EXERCISE PROMPT: How many lines of the entries below contain the string "Индустриальная"? State the number alone.
[[ DATA FOR THIS EXERCISE, beginning ]]
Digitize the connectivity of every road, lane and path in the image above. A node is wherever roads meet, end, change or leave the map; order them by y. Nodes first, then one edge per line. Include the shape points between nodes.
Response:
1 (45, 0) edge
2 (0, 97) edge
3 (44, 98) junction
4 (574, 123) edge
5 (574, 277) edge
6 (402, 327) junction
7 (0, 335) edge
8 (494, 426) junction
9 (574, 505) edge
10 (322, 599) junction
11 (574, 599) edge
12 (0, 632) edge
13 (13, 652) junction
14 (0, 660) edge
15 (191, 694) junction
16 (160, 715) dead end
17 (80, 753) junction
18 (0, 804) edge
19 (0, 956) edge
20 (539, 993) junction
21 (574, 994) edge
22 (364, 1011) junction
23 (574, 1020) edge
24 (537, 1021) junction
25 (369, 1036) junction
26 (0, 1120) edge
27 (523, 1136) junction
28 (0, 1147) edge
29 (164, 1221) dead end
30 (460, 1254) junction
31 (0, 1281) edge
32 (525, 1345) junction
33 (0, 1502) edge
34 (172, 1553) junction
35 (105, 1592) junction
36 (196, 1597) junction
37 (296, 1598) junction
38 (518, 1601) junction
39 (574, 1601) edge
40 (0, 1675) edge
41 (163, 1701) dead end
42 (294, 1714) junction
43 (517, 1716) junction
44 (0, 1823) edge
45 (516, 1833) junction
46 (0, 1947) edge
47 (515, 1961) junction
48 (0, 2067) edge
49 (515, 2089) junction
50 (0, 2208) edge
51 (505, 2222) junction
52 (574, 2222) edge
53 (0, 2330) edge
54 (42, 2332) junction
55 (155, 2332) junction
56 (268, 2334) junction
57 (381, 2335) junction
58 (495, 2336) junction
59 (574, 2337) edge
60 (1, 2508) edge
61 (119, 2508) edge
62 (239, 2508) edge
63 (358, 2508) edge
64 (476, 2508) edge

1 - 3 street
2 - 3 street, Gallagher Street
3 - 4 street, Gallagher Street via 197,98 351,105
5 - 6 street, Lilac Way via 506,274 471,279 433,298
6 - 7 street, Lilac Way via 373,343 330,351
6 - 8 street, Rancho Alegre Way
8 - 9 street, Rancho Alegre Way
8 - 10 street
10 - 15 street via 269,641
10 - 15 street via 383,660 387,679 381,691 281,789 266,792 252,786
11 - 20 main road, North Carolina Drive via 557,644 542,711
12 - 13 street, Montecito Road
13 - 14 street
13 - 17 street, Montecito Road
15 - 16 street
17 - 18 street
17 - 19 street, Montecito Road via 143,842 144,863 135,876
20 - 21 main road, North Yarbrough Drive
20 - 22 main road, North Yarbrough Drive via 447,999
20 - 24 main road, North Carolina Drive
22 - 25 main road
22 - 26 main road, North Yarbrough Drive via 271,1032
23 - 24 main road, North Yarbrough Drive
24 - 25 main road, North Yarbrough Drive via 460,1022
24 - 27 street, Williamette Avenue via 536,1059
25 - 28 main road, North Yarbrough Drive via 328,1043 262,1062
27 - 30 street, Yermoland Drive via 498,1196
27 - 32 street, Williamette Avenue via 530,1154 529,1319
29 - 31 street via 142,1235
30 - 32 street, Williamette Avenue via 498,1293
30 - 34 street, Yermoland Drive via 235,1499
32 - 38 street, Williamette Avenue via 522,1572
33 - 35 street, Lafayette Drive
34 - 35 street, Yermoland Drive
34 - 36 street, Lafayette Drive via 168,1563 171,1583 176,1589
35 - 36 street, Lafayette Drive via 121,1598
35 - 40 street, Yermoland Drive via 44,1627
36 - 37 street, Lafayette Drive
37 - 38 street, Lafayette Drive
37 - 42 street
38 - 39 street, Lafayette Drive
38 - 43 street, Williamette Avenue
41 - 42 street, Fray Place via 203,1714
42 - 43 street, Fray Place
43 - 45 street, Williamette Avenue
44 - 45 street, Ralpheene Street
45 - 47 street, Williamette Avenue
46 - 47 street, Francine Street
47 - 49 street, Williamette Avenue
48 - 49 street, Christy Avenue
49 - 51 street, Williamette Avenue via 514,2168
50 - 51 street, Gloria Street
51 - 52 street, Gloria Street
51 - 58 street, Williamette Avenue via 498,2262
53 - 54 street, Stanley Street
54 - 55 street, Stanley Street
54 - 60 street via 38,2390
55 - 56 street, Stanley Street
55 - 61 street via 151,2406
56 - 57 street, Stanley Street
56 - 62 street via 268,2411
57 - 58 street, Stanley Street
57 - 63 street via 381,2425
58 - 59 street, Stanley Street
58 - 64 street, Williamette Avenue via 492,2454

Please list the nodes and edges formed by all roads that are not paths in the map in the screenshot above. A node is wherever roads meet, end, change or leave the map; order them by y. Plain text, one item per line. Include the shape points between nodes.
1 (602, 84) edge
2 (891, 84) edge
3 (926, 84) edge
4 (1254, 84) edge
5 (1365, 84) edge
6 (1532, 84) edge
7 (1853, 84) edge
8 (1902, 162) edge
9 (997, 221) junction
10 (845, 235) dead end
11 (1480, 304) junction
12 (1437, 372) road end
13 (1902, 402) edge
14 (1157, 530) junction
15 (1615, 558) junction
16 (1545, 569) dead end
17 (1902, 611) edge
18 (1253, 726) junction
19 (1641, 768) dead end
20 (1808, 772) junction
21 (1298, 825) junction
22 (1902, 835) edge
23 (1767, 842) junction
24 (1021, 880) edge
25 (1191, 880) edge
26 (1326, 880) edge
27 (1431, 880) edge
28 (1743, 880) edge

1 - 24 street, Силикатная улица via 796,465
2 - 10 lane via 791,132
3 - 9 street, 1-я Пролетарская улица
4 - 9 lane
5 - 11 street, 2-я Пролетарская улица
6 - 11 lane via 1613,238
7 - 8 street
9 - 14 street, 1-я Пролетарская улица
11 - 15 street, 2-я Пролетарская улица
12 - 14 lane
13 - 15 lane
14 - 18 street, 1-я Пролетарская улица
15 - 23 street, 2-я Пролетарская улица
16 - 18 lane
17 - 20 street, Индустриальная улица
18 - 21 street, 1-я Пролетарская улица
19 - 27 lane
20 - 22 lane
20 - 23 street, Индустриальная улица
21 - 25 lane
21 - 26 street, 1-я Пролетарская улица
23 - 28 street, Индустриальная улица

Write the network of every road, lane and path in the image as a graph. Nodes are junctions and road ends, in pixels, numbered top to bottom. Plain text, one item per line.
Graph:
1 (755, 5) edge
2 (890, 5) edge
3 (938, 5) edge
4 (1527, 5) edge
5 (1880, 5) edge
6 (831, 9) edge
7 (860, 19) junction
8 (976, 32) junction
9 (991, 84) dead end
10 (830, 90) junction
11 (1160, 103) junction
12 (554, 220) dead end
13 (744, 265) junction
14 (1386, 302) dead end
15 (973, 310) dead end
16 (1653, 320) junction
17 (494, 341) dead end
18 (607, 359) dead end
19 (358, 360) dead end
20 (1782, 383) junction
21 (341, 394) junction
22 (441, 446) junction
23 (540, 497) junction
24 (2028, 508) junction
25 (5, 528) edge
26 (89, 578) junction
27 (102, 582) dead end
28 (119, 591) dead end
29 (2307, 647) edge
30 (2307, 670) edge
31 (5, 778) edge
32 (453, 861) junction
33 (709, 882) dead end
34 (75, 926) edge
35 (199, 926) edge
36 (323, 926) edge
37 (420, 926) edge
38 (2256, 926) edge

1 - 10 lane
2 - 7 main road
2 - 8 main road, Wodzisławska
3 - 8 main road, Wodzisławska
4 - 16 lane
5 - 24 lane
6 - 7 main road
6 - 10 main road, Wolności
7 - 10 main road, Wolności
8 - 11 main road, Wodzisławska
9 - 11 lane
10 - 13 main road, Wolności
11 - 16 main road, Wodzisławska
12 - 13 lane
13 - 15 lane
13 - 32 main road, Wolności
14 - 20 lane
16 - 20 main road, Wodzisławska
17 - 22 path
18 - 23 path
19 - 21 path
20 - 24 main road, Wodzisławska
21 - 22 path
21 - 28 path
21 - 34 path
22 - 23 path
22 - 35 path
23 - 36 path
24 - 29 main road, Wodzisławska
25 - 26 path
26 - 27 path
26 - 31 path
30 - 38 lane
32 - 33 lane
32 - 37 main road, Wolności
[[ DATA FOR THIS EXERCISE, end ]]
OUTPUT FOR THIS EXERCISE: 3